If you're single this can mean hosting a dinner or cocktail party with other single friends, or taking advantage of the various ‘Anti-Valentine's Day' parties hosted in most major Canadian cities.
"It's the ultimate celebration of people being single," said Alison Hatton of Doolin's Pub in downtown Vancouver. Their popular pub has hosted an annual anti-Valentine's Day fete every year, although this year it's been preempted for the Olympics.
"It was started because everyone does the lovey-dovey things. We put up black balloons and broken hearts filled with names of famous couples that have broken up. It's fun and a total icebreaker for singles."
One of the pub's most popular breakup hearts of 2009 was that of model Christie Brinkley, who divorced architect husband Peter Cook after learning he slept with an 18-year-old aspiring singer.
Keeping it casual
For couples in the early stages of dating, the unease of Valentine 's Day can sometimes apply as much as for someone single, Rice said.
This uneasiness can be compounded if you're going on a date with someone who may not be "Mr. or Mrs. Right."
Rice says you can keep things light by keeping the date casual. That could mean choosing going to lunch or brunch instead of a romantic candlelight dinner.
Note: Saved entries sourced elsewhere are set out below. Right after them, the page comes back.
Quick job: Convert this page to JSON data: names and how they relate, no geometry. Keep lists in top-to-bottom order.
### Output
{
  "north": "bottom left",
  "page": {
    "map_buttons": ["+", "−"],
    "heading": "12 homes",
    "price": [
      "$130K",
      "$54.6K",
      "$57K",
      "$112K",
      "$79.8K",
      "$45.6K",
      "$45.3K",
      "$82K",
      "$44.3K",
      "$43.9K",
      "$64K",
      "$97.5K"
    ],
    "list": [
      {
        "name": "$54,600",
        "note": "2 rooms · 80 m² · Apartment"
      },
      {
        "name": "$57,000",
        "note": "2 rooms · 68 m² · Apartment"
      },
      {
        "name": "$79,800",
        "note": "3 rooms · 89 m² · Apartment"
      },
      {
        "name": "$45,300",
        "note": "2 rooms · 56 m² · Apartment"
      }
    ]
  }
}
"This can send a positive message to your date partner while at the same time avoiding the crush -- and expense -- of trying to get a Valentine's Day dinner reservation," he said.
In Vancouver, the 2010 Games make for perfect low stress first-date fodder. With tons of free concerts happening across B.C.'s Lower Mainland, and complimentary admission to many houses, there's no better time to explore the city with a potential love.
But no matter what city you find yourself in for Valentine's Day, Rice says the most important thing is just to have fun and enjoy yourself.
"You're showing your true self as is the person you're with and that's the best way to find out if you have a real connection."